Hapag-Lloyd has published its audited annual report for the 2021 financial year, reporting revenues of $26.4 billion.
The shipping line published its “extraordinarily strong” preliminary figures for its 2021 operating results last month.
As expected, the group’s EBITDA increased to slightly more than $12.8 billion, while EBIT rose to $11.1 billion.
Furthermore, the group’s net result improved to around $10.8 billion.
These positive results were mainly driven by high freight rates, introduced due to very strong demand for goods exported from Asia.
“We look back on an exceptionally successful year in which we invested massively in modern vessels and new containers. In addition, we have significantly strengthened our financial and asset position. However, transport expenses have unfortunately also risen significantly, mainly due to the bottlenecks in the global supply chains,” said Rolf Habben Jansen, CEO of Hapag-Lloyd AG.
Transport volumes were roughly on par with 2020, at 11.9 million TEU, this was due to the continued strain on supply chains.
Transport expenses rose significantly, by 17.1 per cent, to $12.2 billion. This was partially caused by higher bunker prices and charter rates as well as increased demurrage and storage fees.
Looking forward, Hapag-Lloyd expects this trend of very strong earnings to continue into the first half of 2022. For the second half, it anticipates that the strain on global supply chains will begin to ease, leading to a normalisation of earnings.
For the next year, EBITDA is predicted to be in the range of $12 billion to $14 billion and EBIT between $10 billion and $12 billion. However, this remains subject to considerable uncertainty due to the COVID-19 pandemic and the recent Russian invasion of Ukraine.
“The 2022 financial year has gotten off to a successful start for us, but the disruptions in the supply chains have not eased materially yet,” Jansen added.
“In addition to that, we all face the terrible war in Ukraine.
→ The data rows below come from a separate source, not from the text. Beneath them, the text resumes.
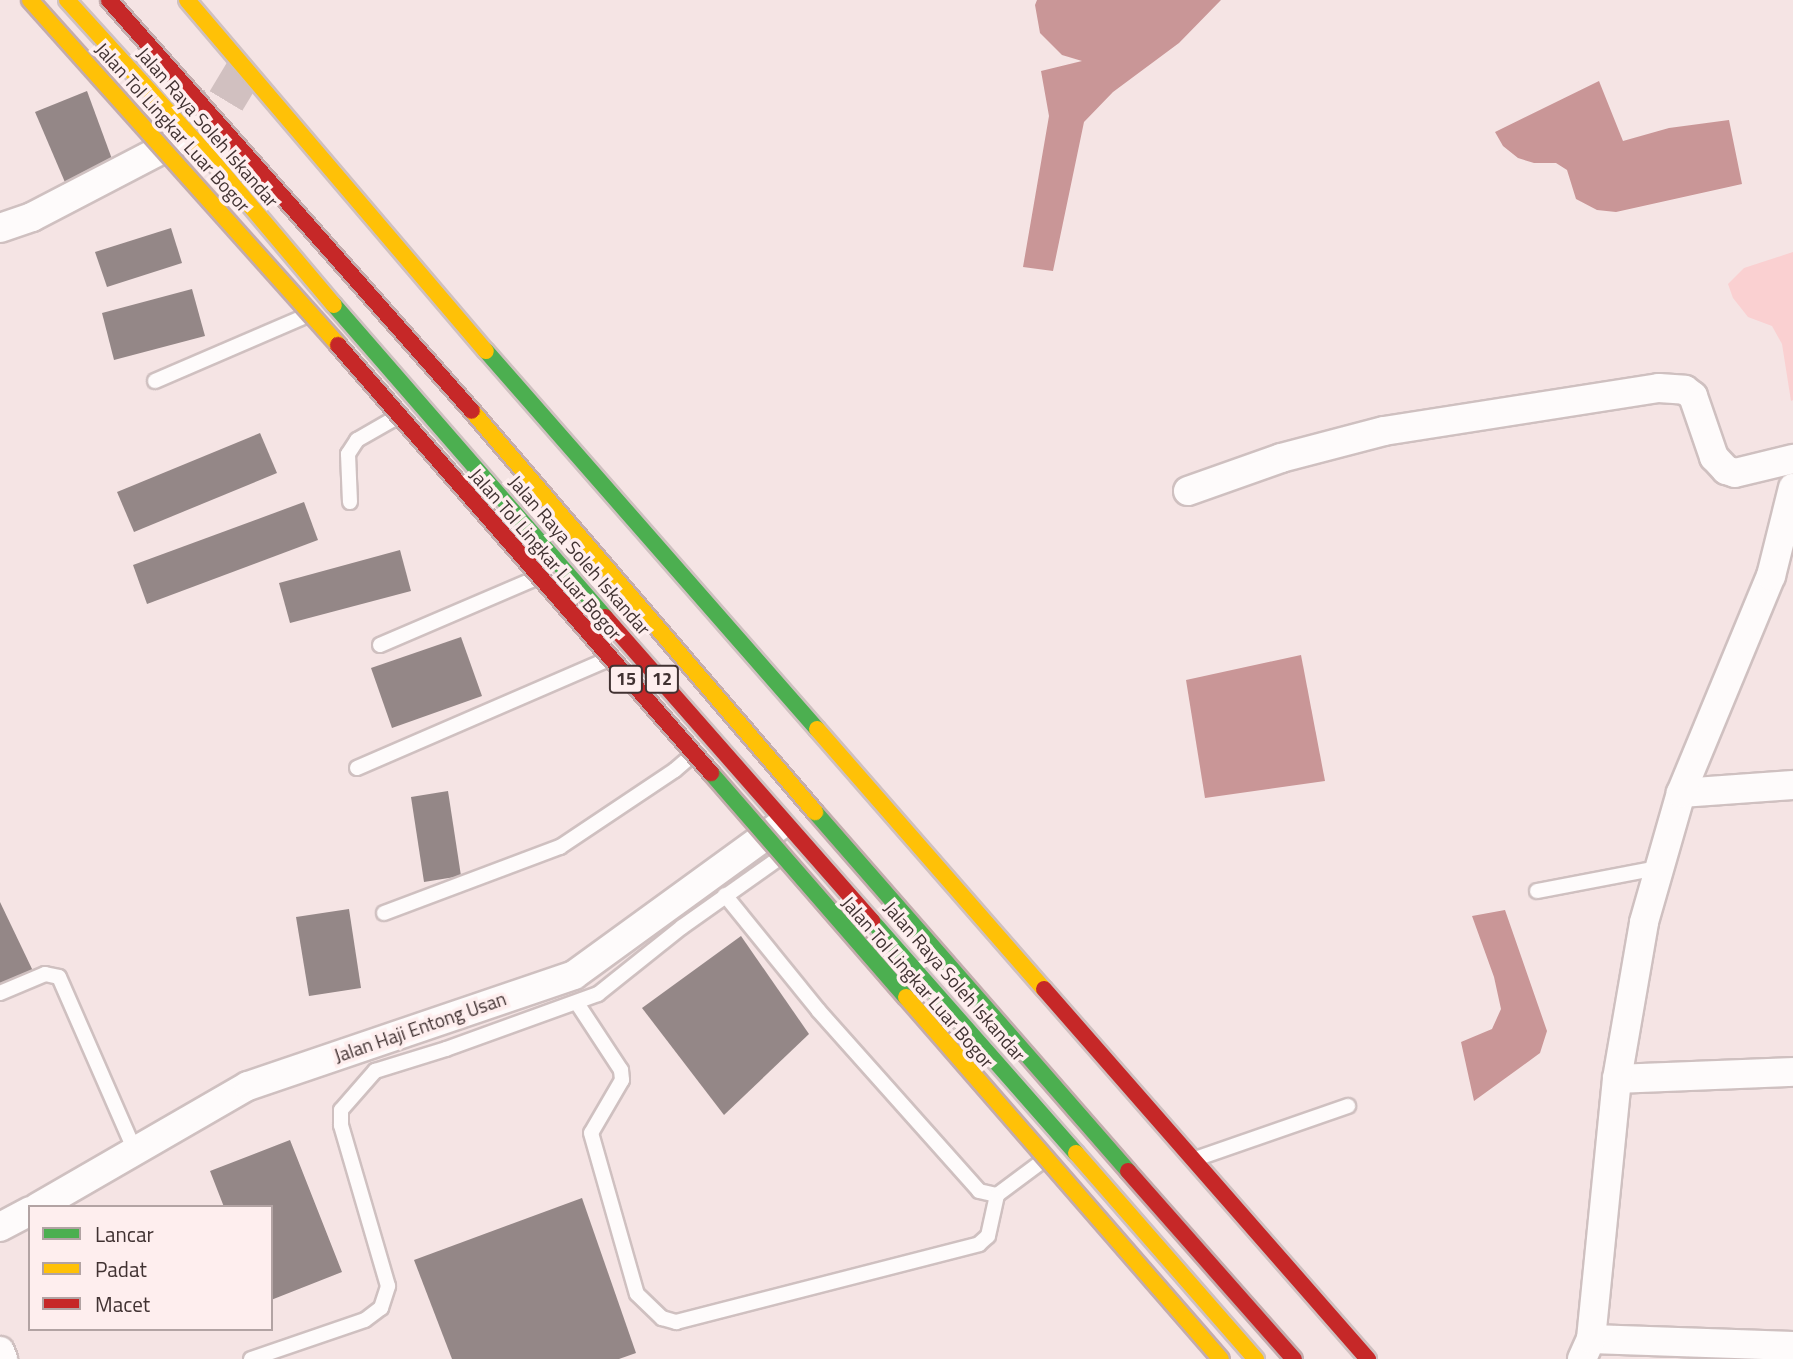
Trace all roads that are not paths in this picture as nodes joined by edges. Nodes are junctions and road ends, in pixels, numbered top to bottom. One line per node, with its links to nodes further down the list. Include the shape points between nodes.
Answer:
1 (30, 0): 43 (highway, Jalan Tol Lingkar Luar Bogor / 15, bridge, via 252,246)
2 (67, 0): 5 (highway, Jalan Raya Soleh Iskandar / 12)
3 (109, 0): 45 (highway, Jalan Tol Lingkar Luar Bogor, bridge, via 568,520 880,888)
4 (187, 0): 33 (highway, via 485,351)
5 (188, 136): 6 (street, via 32,217); 7 (highway, Jalan Raya Soleh Iskandar / 12)
6 (0, 228)
7 (334, 304): 8 (lane); 9 (highway, Jalan Raya Soleh Iskandar / 12)
8 (155, 381)
9 (419, 404): 13 (lane, via 357,440 348,454); 14 (highway, Jalan Raya Soleh Iskandar / 12)
10 (1793, 460): 12 (street, via 1735,473 1726,470 1714,457 1693,396 1685,390 1659,388 1384,431 1281,458)
11 (1793, 488): 20 (street, via 1771,576)
12 (1188, 491)
13 (350, 502)
14 (563, 566): 15 (lane); 16 (highway, Jalan Raya Soleh Iskandar / 12)
15 (380, 645)
16 (634, 648): 17 (highway, Jalan Raya Soleh Iskandar / 12); 18 (lane)
17 (712, 737): 21 (highway, Jalan Raya Soleh Iskandar / 12); 25 (lane, via 675,770 560,847)
18 (357, 768)
19 (1793, 785): 20 (street)
20 (1681, 793): 22 (street)
21 (795, 831): 24 (lane); 31 (highway, Jalan Raya Soleh Iskandar / 12); 32 (street, Jalan Haji Entong Usan, via 574,975 248,1086)
22 (1658, 868): 23 (lane); 29 (street)
23 (1537, 891)
24 (724, 895): 27 (lane, via 598,993); 34 (lane, via 818,1010 979,1191)
25 (384, 913)
26 (0, 993): 32 (lane, via 45,975 59,977)
27 (577, 1003): 34 (lane, via 621,1070 622,1080 591,1133 637,1294 662,1318 676,1322 979,1244 988,1236); 42 (lane, via 375,1071 341,1110 341,1125 388,1286 381,1308 365,1320)
28 (1793, 1072): 29 (street)
29 (1617, 1079): 39 (street)
30 (1348, 1106): 33 (lane)
31 (1068, 1142): 34 (lane); 44 (highway, Jalan Raya Soleh Iskandar / 12)
32 (134, 1149): 35 (street, Jalan Haji Entong Usan)
33 (1194, 1160): 46 (highway)
34 (997, 1195)
35 (41, 1205)
36 (28, 1212): 37 (street)
37 (0, 1227)
38 (1793, 1346): 39 (street)
39 (1586, 1349)
40 (0, 1351): 41 (street)
41 (4, 1359)
42 (251, 1359)
43 (1221, 1359)
44 (1256, 1359)
45 (1294, 1359)
46 (1368, 1359)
We stand united with the international community, have stopped our bookings to and from Russia, and call for de-escalation and peace.
“The safety and well-being of all of our employees continues to be our top priority – and we will also do whatever we can to provide humanitarian support.”
Some of the group’s operational highlights from the last year include it finalising its acquisition of Dutch container shipping company Nile Dutch Investment B.V. (NileDutch).
The acquisition aims to strengthen Hapag-Lloyd’s position in West Africa and unlock the enormous potential that Africa offers for growing together with customers, the carrier said.
In September, it also announced it was to acquire a 30 per cent stake in Container Terminal Wilhelmshaven at JadeWeserPort in Germany.
The remaining shares continue to be owned by Bremen terminal operator Eurogate.
The German shipping line also completed its integration onto the TradeLens platform in June, helping ensure a more timely and consistent view of logistics data for its containerised freight around the world.